A relationship is more than just what party you belong too.
Love goes beyond politics, viewpoints, “I like dogs, she likes cats”, and other dual opposites. Just need to work it out.
Electronics, Physics, and Math have a Principle of Duality where an object or quantity can be replaced by its dual. A close equivalent for humans would be to “put yourself in the other person’s shoes”. Look at what they’re supporting or trying to see from their point of view.
Electromagnetic Theory says opposites attract. In personal relationships maybe opposites do attract but too much opposites in a relationship might not be good. Compromise would be a win/win situation for both parties but can only be stretched out for so much.
Every relationship is based on communication. Talk about it, listen to each other, try to understand the other party. If that doesn’t work out then you possibly enter the “I’m sorry/Make up” phase, but that’s beyond the scope of this comment.
Basically I’m just saying that humans interact with each other like the forces in nature. Sometimes you’ll find compatibility right off the bat. Sometimes you just won’t click.
Individuality is a trait common to humans. We are who we are yet can be molded or swayed to look at things from another perspective. Whether we choose to accept the “mold” is still based upon the individual.
Dr. Dish:
There is one other item that factors in…is he RICH???!!!
I’m a Republican and the wife is a die-hard Democrat. Many times we end up “agreeing to disagree”. We love each other because politics does not rule our lives. We have other common interests and we’ve both become more “moderate” as far as our political opinions. I will not, however, eat Natto or “rotten beans”. She seems to love that culinary disaster. Blechhhh!
If Maria Shirver (a Kennedy democrat) can marry Arnold the Republican Gov of California then it can work.
60 % of marriages end in divorce. Disagreements over political ideology ranks pretty low in reasons for divorce.
I couldn’t do it… But I know a lot do, like James Carville and Mary Matalin. Thank God my GF and I have the same political views… what’s funny, is we didn’t start out that way.

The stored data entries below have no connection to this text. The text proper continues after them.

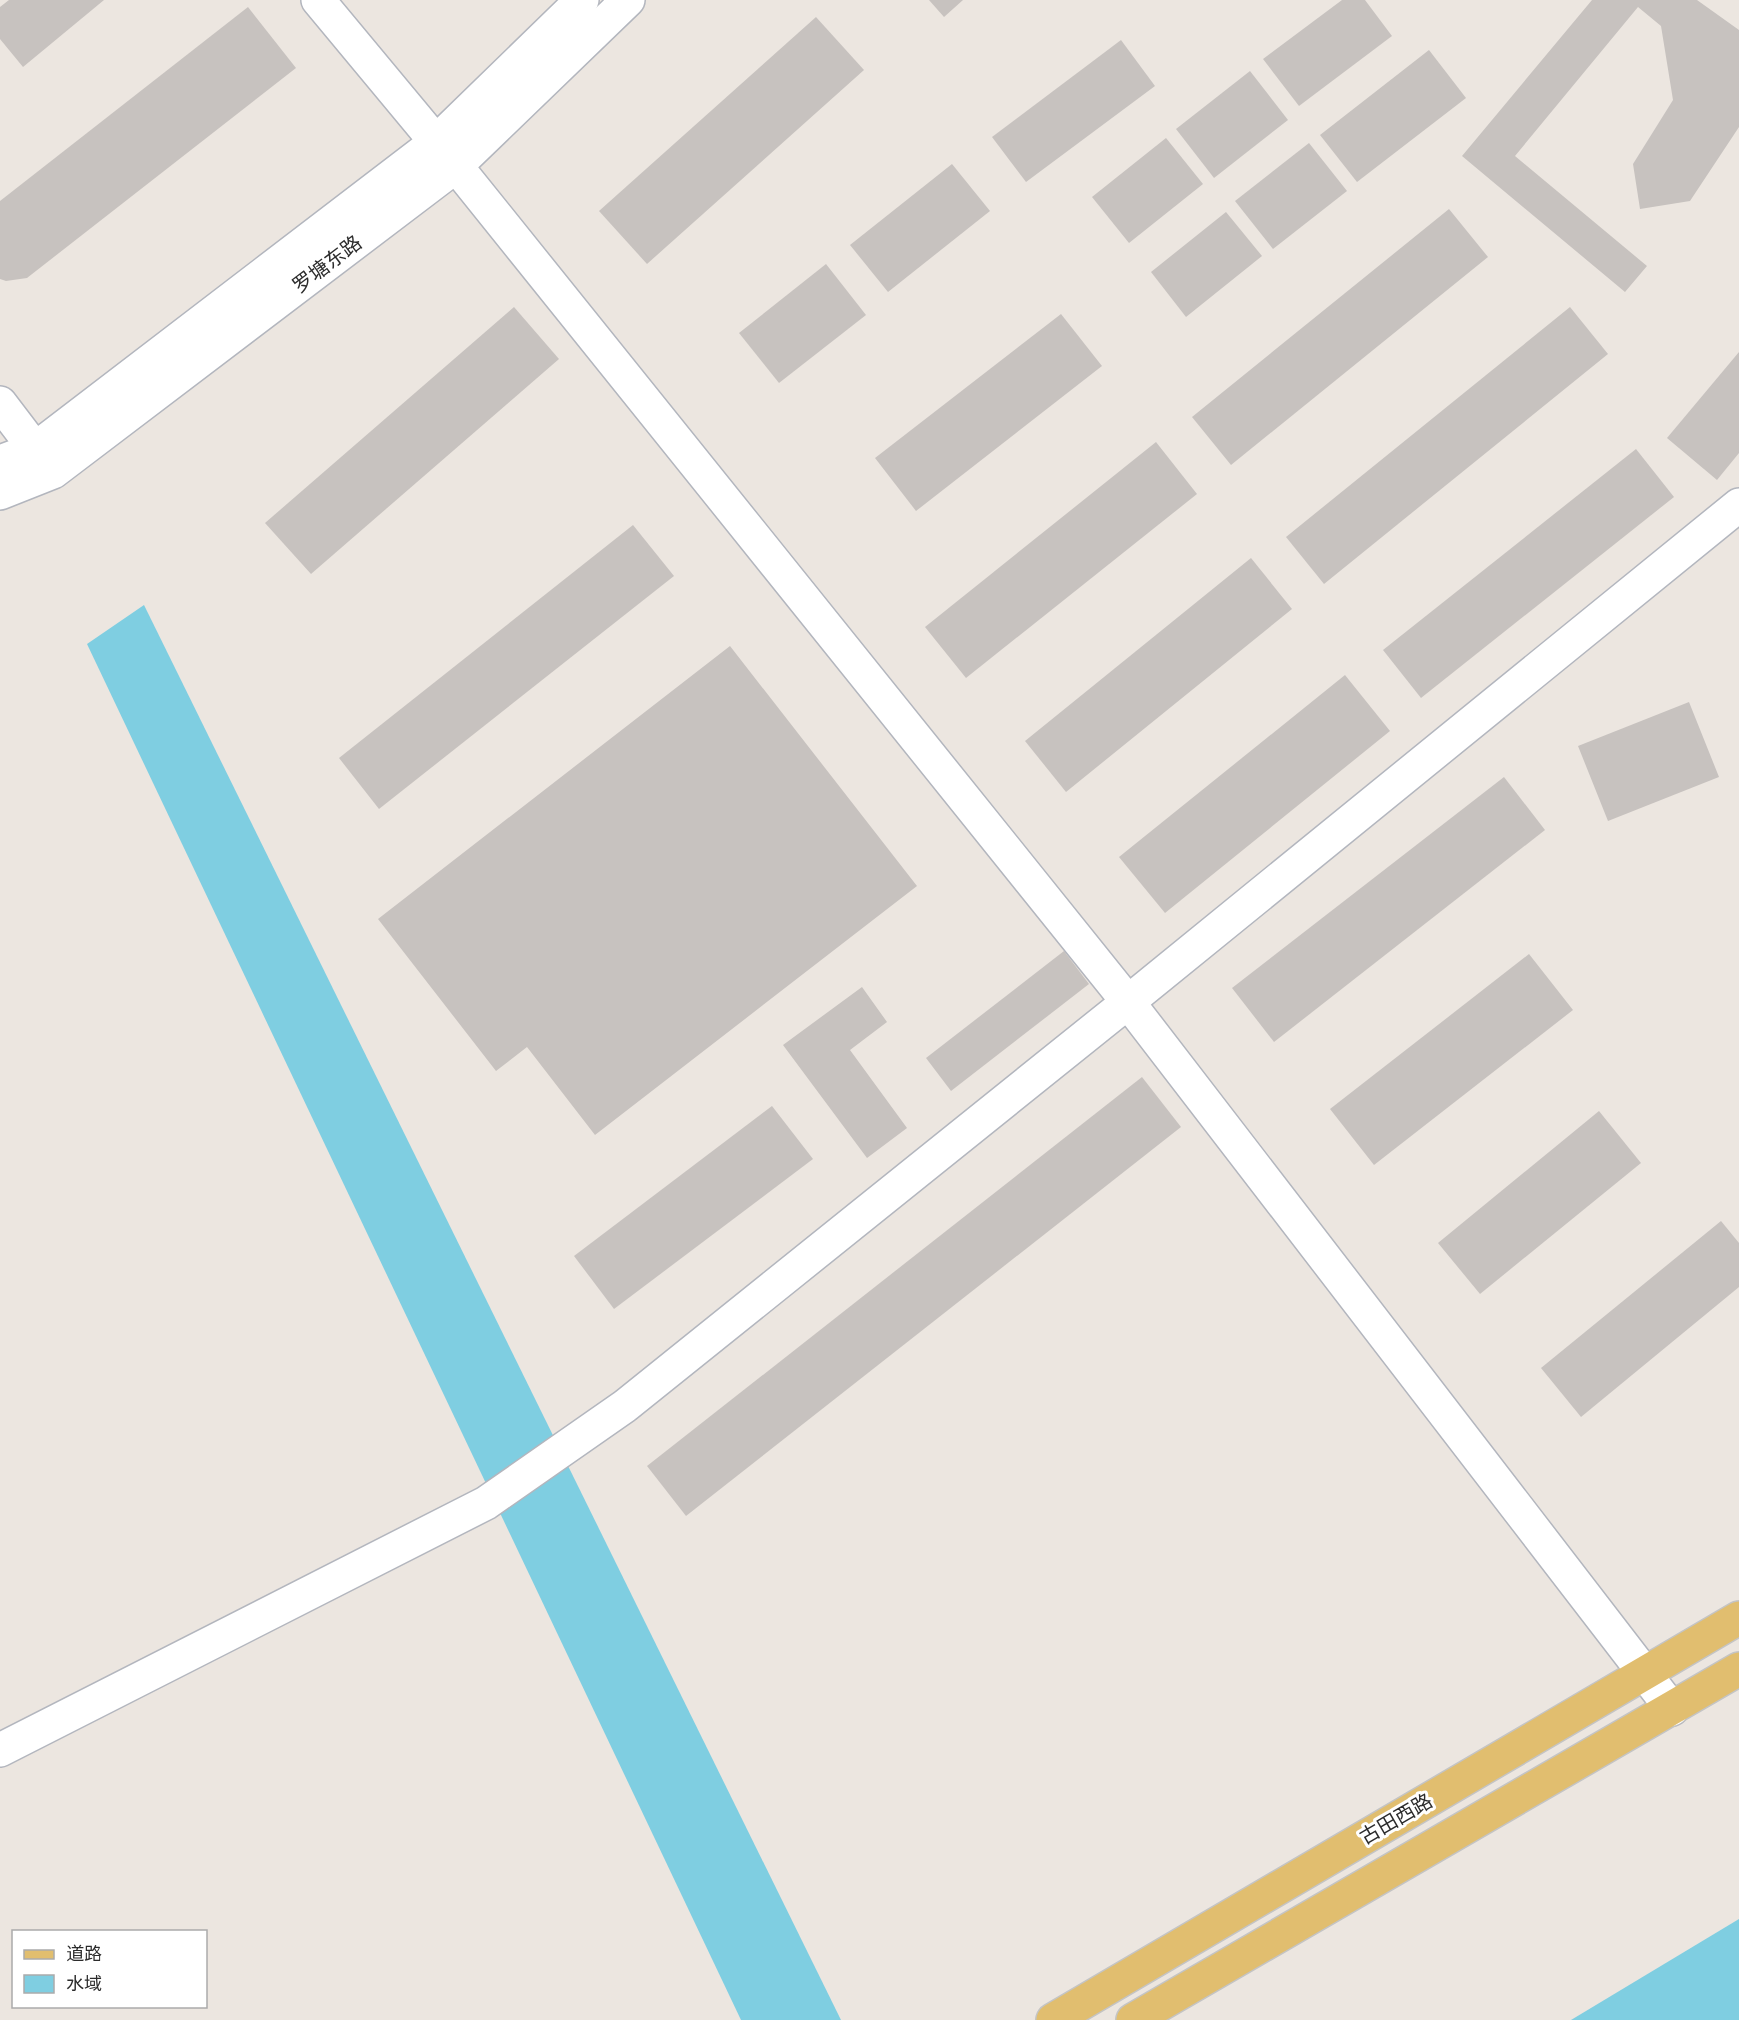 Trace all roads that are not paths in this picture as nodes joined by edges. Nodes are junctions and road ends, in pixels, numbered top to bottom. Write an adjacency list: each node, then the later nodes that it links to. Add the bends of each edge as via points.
1 (318, 0): 4 (street)
2 (582, 0): 4 (street, 罗塘东路)
3 (628, 0): 4 (street, 罗塘东路)
4 (446, 154): 6 (street, 罗塘东路); 10 (street)
5 (0, 403): 6 (street)
6 (44, 460): 7 (street, 罗塘东路); 8 (street, 罗塘东路)
7 (0, 462)
8 (0, 493)
9 (1739, 505): 10 (street)
10 (1128, 1002): 13 (street); 15 (street, via 625,1406 486,1503)
11 (1739, 1618): 13 (main road, 古田西路)
12 (1739, 1670): 14 (main road)
13 (1646, 1673): 14 (street); 16 (main road, 古田西路)
14 (1672, 1709): 17 (main road)
15 (0, 1750)
16 (1053, 2020)
17 (1132, 2020)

Hahahaha, my Korean born wife was somewhere to the right of Atilla the Hun on the political spectrum, but I am kinda progressive. Going back to the Bush days you gotta consider the people who ran against him, Al Gore and John Kerry. Hardly the best and the brightest in the Democratic party.
@Maxcat Maybe not Kerry, but Al Gore’s not dim. Besides, next to Bush, Palin’s an Einstein. 🙂
I would think a couple’s differences matter only as much those things matter to each individually. In other words, you could have a couple who are politically polar opposites but neither really cares all that much about politics in the first place. But if it matters deeply to one person then that could be problematic. And if it matters deeply to both, good luck!
Good. You’ll never lack for conversation. Perhaps years from now you’ll both be more independent thinkers, able to understand each other’s point of view.
It all depends… if political disagreements lead to mutual growth and understanding wonderful…. if not look out. Some people’s politics drive their entire existence and to them liberals, or right wingers are ‘the enemy.’ Most relationships end because of three bigger reasons… money matters, infidelity, and mismatched expectations.
Why does the Sept. 30th post keep disappearing?
@MaxMaxMax Are you referring to Cat’s latest entry? Let me know — I need to make sure things are all good after we restored last night.
@johngarcia Hi John. She posted this morning regarding cyberbullying, etc. It doesn’t seem to be available now. (Browsing with Safari 5 & Firefox 3.6.10/Mac OS X 10.6)
However, on the iPhone, it shows up (using the mobile version of the NSH website).
@MaxMaxMax Hey Max — It’s most likely attributed to stale cache. If you go to the front page, you should be able to access. You might also consider restarting your browser. E-mail me if you still don’t see it: [email protected]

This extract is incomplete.